··· Exercise data
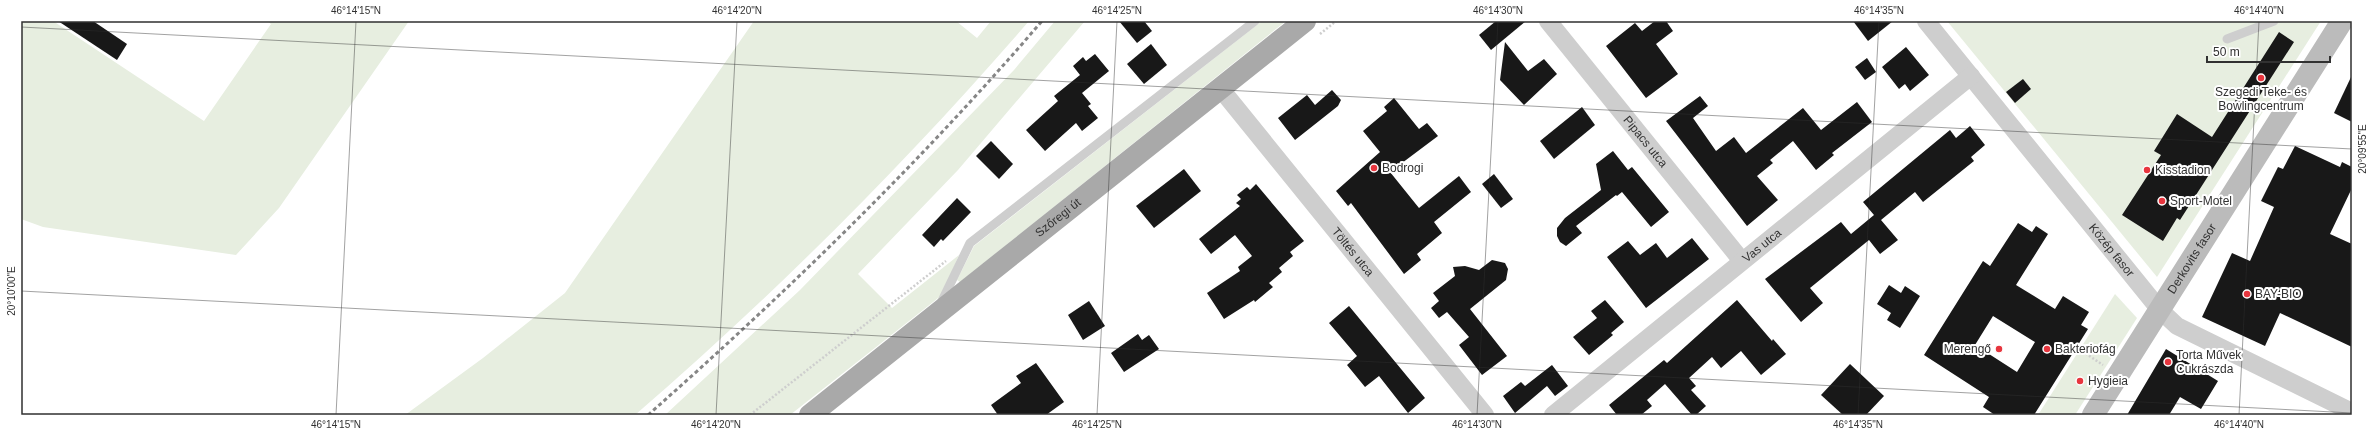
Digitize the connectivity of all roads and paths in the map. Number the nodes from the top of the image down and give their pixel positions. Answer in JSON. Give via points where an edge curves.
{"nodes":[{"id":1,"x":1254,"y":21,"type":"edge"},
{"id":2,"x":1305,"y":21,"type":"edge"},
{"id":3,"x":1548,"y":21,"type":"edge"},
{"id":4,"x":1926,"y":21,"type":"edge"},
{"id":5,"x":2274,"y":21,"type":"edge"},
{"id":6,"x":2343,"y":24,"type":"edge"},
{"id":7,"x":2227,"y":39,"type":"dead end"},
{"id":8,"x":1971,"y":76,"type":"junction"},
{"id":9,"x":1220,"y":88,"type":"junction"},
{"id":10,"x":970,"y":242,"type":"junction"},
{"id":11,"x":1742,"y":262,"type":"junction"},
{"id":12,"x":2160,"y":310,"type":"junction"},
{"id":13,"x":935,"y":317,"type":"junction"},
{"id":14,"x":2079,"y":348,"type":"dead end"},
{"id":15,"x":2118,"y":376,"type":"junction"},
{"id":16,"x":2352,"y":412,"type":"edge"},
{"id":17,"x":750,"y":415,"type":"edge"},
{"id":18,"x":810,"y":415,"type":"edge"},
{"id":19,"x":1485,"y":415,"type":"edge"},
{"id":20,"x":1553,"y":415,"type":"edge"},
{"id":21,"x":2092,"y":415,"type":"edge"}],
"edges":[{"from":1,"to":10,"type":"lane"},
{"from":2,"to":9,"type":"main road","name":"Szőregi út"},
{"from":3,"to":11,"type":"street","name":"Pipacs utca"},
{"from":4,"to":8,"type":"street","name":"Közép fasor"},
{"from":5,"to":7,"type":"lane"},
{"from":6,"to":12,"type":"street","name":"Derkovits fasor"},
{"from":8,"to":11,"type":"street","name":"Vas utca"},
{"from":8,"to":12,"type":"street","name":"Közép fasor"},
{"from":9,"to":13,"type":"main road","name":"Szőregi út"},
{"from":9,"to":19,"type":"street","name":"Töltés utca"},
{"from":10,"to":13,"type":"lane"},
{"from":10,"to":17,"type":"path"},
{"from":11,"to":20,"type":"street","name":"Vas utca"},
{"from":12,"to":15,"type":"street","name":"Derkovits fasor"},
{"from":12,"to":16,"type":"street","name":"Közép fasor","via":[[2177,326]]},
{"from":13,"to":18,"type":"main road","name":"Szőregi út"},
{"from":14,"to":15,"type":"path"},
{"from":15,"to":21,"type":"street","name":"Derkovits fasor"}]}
······
### What to do
What is needed is an exact copy of the data, without any pictures.

### Output of the exercise
Digitize the connectivity of all roads and paths in the map. Number the nodes from the top of the image down and give their pixel positions. Answer in JSON. Give via points where an edge curves.
{"nodes":[{"id":1,"x":1254,"y":21,"type":"edge"},
{"id":2,"x":1305,"y":21,"type":"edge"},
{"id":3,"x":1548,"y":21,"type":"edge"},
{"id":4,"x":1926,"y":21,"type":"edge"},
{"id":5,"x":2274,"y":21,"type":"edge"},
{"id":6,"x":2343,"y":24,"type":"edge"},
{"id":7,"x":2227,"y":39,"type":"dead end"},
{"id":8,"x":1971,"y":76,"type":"junction"},
{"id":9,"x":1220,"y":88,"type":"junction"},
{"id":10,"x":970,"y":242,"type":"junction"},
{"id":11,"x":1742,"y":262,"type":"junction"},
{"id":12,"x":2160,"y":310,"type":"junction"},
{"id":13,"x":935,"y":317,"type":"junction"},
{"id":14,"x":2079,"y":348,"type":"dead end"},
{"id":15,"x":2118,"y":376,"type":"junction"},
{"id":16,"x":2352,"y":412,"type":"edge"},
{"id":17,"x":750,"y":415,"type":"edge"},
{"id":18,"x":810,"y":415,"type":"edge"},
{"id":19,"x":1485,"y":415,"type":"edge"},
{"id":20,"x":1553,"y":415,"type":"edge"},
{"id":21,"x":2092,"y":415,"type":"edge"}],
"edges":[{"from":1,"to":10,"type":"lane"},
{"from":2,"to":9,"type":"main road","name":"Szőregi út"},
{"from":3,"to":11,"type":"street","name":"Pipacs utca"},
{"from":4,"to":8,"type":"street","name":"Közép fasor"},
{"from":5,"to":7,"type":"lane"},
{"from":6,"to":12,"type":"street","name":"Derkovits fasor"},
{"from":8,"to":11,"type":"street","name":"Vas utca"},
{"from":8,"to":12,"type":"street","name":"Közép fasor"},
{"from":9,"to":13,"type":"main road","name":"Szőregi út"},
{"from":9,"to":19,"type":"street","name":"Töltés utca"},
{"from":10,"to":13,"type":"lane"},
{"from":10,"to":17,"type":"path"},
{"from":11,"to":20,"type":"street","name":"Vas utca"},
{"from":12,"to":15,"type":"street","name":"Derkovits fasor"},
{"from":12,"to":16,"type":"street","name":"Közép fasor","via":[[2177,326]]},
{"from":13,"to":18,"type":"main road","name":"Szőregi út"},
{"from":14,"to":15,"type":"path"},
{"from":15,"to":21,"type":"street","name":"Derkovits fasor"}]}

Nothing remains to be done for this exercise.